Nicholas Winton vive invece in preda al ricordo del passato che anche in questo caso non passa. Egli non riesce infatti a dimenticare di non essere riuscito a completare il suo tentativo di portare in salvo in Inghilterra tutti i bambini ebrei di Praga, minacciati dall’incombente invasione della Cecoslovacchia da parte dei nazisti, nonostante fosse riuscito a salvarne più di 600. Per sua fortuna la vicenda viene a conoscenza dei conduttori di un programma della BBC (non a caso intitolato “That’s Life”: Questa è la Vita) che riescono a fargli incontrare in una puntata gran parte degli (ex)bambini da lui salvati, ora adulti felicemente sposati e con figli. Questo incontro rappresenta per Winton la presa di coscienza del bene che è riuscito a fare nell’unica vita ("One Life") che gli è stata concessa e lo riconcilia con i fantasmi del passato.

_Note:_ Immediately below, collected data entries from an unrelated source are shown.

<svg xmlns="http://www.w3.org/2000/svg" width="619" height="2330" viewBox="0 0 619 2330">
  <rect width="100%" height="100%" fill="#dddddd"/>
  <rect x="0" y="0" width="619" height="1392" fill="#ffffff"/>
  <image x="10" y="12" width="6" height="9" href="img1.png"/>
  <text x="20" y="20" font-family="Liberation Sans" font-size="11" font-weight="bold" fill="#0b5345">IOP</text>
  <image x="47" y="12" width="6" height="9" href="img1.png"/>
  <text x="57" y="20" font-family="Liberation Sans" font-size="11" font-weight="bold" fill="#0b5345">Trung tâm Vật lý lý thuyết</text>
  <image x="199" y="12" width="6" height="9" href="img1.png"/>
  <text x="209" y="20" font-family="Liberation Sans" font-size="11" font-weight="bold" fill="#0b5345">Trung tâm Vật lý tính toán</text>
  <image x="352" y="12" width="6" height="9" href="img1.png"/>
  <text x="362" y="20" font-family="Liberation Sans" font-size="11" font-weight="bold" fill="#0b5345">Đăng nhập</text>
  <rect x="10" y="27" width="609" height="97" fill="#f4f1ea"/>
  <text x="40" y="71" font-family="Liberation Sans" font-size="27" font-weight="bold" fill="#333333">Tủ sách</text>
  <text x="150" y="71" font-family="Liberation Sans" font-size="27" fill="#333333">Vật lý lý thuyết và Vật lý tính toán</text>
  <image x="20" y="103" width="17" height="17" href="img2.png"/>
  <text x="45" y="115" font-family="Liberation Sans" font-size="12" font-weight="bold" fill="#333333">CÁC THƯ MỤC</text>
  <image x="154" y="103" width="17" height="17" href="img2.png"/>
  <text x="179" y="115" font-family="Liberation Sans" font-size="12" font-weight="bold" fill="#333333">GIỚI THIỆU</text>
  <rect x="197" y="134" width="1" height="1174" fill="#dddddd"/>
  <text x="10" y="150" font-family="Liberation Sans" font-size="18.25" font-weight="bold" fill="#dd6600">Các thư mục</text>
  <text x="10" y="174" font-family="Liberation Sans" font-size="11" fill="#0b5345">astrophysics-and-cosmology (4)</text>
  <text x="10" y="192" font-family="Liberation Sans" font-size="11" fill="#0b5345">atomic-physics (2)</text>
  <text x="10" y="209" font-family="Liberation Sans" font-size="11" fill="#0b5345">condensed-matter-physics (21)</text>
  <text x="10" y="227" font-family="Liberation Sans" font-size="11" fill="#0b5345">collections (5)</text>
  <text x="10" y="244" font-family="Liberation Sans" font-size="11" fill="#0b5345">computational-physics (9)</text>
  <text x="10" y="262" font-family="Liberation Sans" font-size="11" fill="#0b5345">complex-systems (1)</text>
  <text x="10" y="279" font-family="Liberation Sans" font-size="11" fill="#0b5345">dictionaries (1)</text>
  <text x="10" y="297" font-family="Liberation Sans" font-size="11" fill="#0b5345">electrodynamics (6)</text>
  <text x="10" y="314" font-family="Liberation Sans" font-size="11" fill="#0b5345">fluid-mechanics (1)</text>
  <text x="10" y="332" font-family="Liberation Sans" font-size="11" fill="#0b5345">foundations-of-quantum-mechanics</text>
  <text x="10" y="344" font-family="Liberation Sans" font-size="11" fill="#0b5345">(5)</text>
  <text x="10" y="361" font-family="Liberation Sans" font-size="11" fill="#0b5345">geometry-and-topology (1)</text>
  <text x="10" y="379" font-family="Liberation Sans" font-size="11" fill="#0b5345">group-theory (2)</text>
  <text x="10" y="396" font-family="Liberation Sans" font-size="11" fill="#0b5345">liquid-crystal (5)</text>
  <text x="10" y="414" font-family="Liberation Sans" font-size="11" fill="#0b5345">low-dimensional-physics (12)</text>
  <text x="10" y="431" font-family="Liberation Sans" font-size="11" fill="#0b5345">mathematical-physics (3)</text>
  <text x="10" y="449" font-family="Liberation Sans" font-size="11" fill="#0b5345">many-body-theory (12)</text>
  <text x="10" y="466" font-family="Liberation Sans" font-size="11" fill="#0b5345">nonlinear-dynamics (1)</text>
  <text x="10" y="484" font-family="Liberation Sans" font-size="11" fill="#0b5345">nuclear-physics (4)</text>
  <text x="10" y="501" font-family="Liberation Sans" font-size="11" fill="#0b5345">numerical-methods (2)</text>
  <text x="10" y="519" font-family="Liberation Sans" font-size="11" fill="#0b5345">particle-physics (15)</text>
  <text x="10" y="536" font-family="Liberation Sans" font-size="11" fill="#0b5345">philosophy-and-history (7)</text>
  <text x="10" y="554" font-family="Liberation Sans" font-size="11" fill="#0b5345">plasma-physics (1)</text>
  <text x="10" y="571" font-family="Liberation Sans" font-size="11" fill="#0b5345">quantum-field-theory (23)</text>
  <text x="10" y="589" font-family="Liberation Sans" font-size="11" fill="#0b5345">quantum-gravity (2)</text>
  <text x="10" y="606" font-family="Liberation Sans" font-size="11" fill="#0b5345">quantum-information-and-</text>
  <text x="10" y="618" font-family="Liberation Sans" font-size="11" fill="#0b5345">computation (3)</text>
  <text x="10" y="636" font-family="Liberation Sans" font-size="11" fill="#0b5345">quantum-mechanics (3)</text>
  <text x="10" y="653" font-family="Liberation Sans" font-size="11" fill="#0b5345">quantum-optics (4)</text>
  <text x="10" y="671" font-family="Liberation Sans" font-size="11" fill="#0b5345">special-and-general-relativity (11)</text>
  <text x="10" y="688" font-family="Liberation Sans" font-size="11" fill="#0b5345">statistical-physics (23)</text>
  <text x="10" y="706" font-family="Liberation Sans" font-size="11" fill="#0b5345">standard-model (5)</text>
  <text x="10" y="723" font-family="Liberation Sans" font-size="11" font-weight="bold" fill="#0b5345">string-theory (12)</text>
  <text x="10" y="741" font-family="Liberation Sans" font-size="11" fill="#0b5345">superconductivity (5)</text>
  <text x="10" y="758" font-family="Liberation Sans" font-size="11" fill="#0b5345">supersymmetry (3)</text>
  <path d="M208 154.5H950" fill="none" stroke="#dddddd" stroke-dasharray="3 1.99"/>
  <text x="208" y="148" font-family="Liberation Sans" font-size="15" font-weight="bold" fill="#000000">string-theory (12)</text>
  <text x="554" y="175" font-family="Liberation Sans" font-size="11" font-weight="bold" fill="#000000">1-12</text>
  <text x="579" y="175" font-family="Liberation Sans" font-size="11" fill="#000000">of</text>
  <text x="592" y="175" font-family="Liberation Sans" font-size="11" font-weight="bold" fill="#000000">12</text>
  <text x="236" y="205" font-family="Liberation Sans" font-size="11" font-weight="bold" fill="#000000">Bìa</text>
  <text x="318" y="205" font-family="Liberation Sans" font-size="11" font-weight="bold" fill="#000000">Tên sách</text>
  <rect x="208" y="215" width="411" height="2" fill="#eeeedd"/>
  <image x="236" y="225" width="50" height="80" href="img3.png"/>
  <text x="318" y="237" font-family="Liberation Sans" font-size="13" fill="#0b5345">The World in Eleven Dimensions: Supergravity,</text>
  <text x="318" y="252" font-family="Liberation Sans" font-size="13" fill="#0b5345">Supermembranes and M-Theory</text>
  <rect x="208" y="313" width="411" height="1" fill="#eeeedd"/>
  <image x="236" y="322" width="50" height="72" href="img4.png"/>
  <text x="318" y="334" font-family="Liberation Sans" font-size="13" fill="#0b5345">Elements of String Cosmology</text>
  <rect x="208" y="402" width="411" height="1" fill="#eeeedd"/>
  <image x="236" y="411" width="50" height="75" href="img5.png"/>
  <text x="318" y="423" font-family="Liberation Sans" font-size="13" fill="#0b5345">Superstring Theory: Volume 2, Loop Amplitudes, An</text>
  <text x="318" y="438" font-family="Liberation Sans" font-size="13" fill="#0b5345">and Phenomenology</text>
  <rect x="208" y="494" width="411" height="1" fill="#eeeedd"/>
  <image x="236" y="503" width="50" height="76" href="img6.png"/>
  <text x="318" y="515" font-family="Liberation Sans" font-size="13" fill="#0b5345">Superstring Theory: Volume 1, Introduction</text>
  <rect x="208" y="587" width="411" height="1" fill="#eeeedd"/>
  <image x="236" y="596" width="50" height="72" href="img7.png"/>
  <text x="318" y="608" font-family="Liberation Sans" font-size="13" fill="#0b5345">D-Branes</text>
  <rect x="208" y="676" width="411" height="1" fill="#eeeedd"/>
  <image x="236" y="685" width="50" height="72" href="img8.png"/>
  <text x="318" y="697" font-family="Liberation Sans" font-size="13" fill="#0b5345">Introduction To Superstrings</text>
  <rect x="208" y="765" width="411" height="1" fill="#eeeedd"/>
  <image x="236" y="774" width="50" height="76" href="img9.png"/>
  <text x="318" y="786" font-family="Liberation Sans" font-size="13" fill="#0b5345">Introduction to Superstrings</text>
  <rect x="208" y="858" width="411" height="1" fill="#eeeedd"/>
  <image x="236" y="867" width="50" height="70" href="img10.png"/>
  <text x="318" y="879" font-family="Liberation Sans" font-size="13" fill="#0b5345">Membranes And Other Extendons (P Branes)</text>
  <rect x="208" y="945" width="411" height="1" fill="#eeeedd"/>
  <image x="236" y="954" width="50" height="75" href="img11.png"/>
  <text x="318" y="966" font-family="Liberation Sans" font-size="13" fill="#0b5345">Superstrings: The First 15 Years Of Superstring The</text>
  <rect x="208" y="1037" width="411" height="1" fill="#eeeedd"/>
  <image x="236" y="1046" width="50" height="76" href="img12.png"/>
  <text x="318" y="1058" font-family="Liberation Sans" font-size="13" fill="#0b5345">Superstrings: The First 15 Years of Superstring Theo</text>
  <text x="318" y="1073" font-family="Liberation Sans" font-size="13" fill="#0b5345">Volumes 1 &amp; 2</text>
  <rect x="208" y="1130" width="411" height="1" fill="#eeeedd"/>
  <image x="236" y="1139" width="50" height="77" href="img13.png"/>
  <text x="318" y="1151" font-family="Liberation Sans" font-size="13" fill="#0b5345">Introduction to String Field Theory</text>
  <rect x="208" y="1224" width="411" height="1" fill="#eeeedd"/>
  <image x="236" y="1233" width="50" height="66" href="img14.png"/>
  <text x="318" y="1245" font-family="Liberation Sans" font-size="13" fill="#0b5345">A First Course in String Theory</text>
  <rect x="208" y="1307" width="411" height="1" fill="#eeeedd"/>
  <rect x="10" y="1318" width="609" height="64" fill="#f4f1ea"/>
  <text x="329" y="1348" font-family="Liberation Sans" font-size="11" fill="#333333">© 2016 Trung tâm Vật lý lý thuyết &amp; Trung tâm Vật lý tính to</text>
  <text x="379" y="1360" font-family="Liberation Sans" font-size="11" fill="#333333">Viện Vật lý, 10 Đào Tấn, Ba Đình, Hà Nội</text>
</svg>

Come possiamo allora rapportarci con il passato ed il presente? A parte le ovvie differenze nella vita dei singoli individui, il presente, seppur fugace o addirittura inesistente come insegna Henri Bergson, è l’aspetto più importante della vita; se non si vive bene l’hic et nunc il qui ed ora, non si può essere felici, come ricorda Wislawa Szymborska nell’incipit della sua poesia “Disattenzione”:
Ieri mi sono comportata male nel cosmo
Ho passato tutto il giorno senza fare domande
Senza stupirmi di niente.
Ho svolto attività quotidiane
Come se ciò fosse tutto dovuto...
Ma il passato è necessario, senza di esso non è possibile interpretare il presente e costruire un futuro ed ecco infatti come Søren Kierkegaard ce lo ricorda Vivere nel ricordo è il modo più compiuto di vita che si possa immaginare; il ricordo sazia più di tutta la realtà e ha una certezza che nessuna realtà possiede. E quindi sta a noi trovare il giusto equilibrio nel vedere il passato, vivere il presente e naturalmente programmare il futuro.